Exercise input

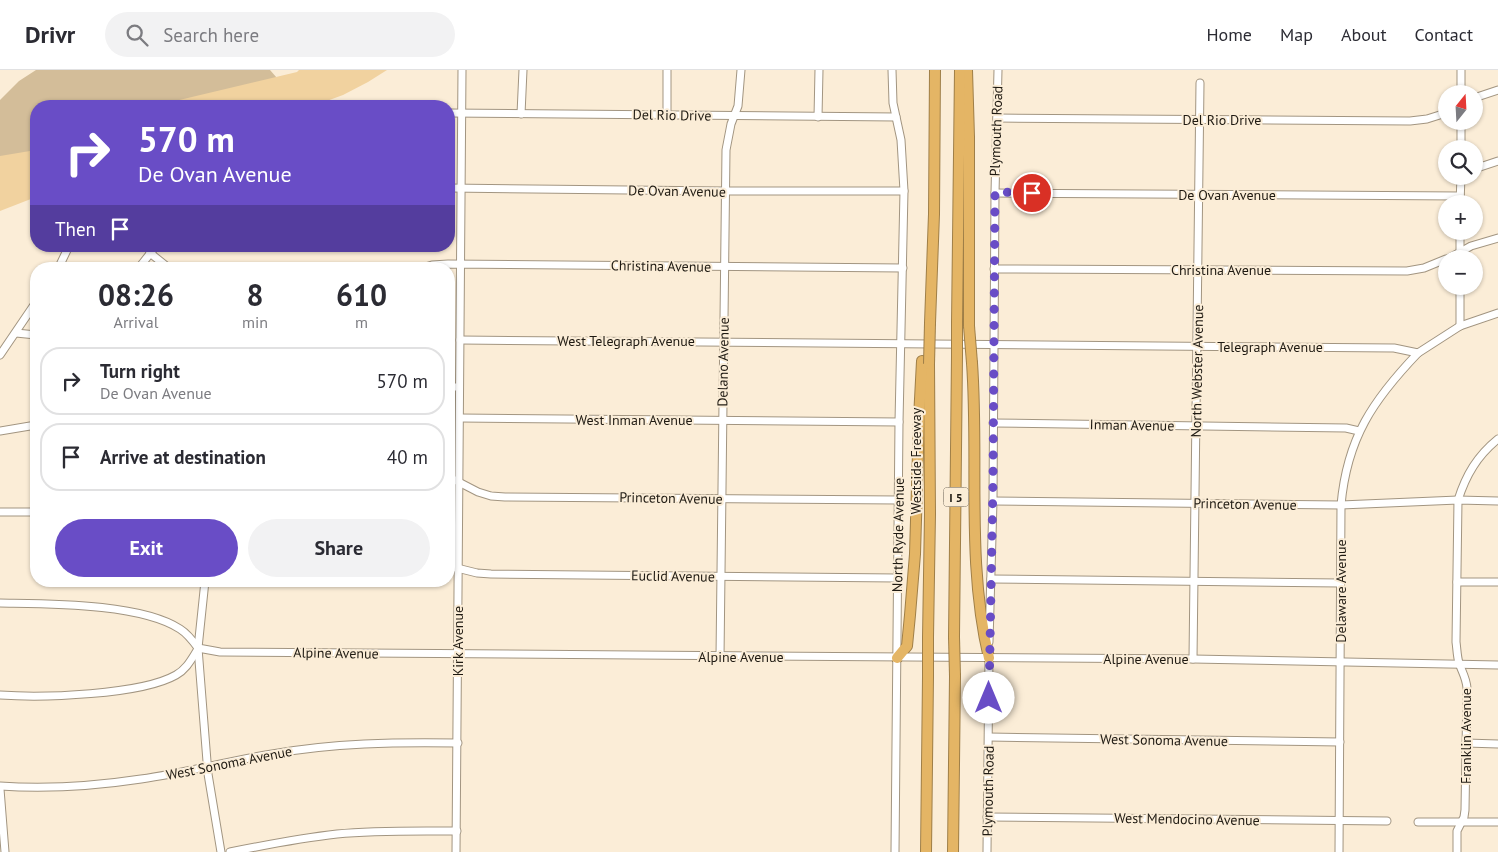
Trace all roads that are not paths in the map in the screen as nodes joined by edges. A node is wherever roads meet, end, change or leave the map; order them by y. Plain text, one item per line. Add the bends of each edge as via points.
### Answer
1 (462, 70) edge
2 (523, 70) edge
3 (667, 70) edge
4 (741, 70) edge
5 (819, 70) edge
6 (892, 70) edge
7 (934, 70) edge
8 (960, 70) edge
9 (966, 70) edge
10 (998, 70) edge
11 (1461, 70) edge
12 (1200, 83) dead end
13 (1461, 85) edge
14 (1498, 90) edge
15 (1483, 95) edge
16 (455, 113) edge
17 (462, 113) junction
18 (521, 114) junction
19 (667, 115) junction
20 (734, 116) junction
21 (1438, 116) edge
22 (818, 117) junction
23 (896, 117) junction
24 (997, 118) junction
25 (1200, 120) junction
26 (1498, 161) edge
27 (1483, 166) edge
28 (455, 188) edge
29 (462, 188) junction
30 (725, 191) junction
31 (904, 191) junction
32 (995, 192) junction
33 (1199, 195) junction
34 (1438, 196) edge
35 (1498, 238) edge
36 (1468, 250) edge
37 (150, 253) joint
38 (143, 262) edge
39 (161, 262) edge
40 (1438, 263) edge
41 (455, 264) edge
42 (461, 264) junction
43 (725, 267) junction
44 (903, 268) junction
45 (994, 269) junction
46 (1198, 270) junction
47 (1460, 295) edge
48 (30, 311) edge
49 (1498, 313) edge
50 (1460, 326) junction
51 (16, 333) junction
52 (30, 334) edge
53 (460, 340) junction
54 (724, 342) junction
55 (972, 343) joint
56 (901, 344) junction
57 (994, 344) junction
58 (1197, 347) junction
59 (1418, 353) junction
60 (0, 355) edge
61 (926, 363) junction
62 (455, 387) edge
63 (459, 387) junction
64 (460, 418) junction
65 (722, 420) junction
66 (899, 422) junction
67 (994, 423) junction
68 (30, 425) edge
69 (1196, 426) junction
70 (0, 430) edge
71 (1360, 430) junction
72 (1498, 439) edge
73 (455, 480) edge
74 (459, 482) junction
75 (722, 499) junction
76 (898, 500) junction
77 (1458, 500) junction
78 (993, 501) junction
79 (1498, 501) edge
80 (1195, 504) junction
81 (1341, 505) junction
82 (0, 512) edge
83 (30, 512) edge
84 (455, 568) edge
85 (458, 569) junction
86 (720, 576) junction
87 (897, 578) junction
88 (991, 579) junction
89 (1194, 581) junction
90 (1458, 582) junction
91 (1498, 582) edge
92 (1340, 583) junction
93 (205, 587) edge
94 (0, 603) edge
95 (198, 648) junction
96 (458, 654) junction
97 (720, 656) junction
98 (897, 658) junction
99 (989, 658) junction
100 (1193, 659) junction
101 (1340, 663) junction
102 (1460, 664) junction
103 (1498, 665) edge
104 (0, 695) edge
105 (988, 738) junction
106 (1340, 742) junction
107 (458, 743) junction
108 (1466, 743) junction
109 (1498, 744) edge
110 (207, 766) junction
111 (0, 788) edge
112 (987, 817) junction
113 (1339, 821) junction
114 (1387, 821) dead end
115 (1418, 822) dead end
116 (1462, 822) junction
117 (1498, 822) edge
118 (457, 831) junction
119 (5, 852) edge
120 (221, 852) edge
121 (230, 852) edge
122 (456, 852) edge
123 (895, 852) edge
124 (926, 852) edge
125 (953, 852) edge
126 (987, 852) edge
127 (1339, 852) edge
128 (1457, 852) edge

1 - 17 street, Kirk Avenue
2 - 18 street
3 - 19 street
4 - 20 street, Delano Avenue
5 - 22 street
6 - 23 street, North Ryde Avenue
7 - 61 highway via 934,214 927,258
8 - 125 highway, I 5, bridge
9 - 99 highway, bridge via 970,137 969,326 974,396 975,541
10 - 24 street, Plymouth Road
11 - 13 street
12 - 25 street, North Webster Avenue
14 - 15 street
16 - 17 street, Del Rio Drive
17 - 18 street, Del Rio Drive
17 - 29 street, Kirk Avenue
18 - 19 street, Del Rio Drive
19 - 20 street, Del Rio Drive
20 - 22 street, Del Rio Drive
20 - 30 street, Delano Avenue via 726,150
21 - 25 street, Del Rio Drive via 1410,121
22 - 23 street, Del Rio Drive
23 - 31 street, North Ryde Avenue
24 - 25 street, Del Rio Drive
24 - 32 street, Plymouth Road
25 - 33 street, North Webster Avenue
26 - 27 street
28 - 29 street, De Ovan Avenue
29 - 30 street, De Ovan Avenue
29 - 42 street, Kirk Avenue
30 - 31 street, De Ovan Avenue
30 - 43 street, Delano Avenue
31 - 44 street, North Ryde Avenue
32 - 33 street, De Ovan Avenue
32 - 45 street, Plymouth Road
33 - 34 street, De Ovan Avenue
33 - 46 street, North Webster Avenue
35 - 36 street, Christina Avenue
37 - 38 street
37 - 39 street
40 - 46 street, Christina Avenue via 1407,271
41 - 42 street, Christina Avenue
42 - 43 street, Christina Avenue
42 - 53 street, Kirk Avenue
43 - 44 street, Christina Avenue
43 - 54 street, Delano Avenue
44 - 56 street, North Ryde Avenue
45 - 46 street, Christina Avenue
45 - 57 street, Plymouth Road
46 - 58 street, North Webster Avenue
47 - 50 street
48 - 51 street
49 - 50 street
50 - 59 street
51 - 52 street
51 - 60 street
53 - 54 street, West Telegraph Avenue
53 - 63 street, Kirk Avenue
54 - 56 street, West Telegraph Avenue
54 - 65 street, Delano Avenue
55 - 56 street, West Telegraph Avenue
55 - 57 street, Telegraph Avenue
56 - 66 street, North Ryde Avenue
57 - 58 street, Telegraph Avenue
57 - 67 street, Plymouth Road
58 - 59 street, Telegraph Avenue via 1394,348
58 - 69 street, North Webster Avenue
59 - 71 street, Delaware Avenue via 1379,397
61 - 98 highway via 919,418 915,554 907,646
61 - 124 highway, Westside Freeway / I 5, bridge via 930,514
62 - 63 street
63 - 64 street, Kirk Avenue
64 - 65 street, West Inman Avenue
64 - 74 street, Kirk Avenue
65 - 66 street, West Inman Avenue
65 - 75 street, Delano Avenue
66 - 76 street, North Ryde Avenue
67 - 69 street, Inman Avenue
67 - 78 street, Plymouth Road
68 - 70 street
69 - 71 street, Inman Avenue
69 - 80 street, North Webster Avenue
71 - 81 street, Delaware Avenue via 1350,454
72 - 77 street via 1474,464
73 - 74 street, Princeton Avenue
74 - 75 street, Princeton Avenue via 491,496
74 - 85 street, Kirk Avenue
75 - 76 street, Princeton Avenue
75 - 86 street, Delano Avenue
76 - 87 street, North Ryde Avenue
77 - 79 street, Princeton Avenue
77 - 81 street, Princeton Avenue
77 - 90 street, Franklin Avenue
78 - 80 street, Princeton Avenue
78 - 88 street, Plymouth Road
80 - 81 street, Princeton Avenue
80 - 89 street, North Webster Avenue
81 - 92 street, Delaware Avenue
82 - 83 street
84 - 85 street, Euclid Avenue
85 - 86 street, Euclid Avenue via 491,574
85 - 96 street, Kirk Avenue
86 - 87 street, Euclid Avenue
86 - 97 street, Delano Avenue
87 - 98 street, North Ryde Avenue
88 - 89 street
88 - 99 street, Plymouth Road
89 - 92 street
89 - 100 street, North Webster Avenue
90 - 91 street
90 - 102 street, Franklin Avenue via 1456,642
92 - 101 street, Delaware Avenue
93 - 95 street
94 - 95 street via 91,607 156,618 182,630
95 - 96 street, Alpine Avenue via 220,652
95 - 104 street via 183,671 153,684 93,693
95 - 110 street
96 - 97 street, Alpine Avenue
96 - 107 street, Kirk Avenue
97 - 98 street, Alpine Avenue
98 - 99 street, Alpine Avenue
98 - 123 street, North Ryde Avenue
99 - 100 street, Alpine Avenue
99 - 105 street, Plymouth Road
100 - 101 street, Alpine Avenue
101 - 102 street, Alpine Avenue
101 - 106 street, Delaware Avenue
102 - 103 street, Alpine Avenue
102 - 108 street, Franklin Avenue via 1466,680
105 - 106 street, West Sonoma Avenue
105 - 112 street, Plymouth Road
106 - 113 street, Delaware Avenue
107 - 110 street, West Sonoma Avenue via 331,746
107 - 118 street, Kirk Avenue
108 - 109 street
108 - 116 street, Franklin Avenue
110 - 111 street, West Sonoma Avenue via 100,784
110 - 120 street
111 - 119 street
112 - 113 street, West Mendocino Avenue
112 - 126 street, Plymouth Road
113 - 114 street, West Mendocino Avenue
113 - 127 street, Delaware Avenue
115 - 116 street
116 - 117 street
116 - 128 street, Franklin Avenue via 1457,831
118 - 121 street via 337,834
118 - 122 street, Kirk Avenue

Work request
Return every line holding the word "Sonoma" from the records.

Solution for this task
105 - 106 street, West Sonoma Avenue
107 - 110 street, West Sonoma Avenue via 331,746
110 - 111 street, West Sonoma Avenue via 100,784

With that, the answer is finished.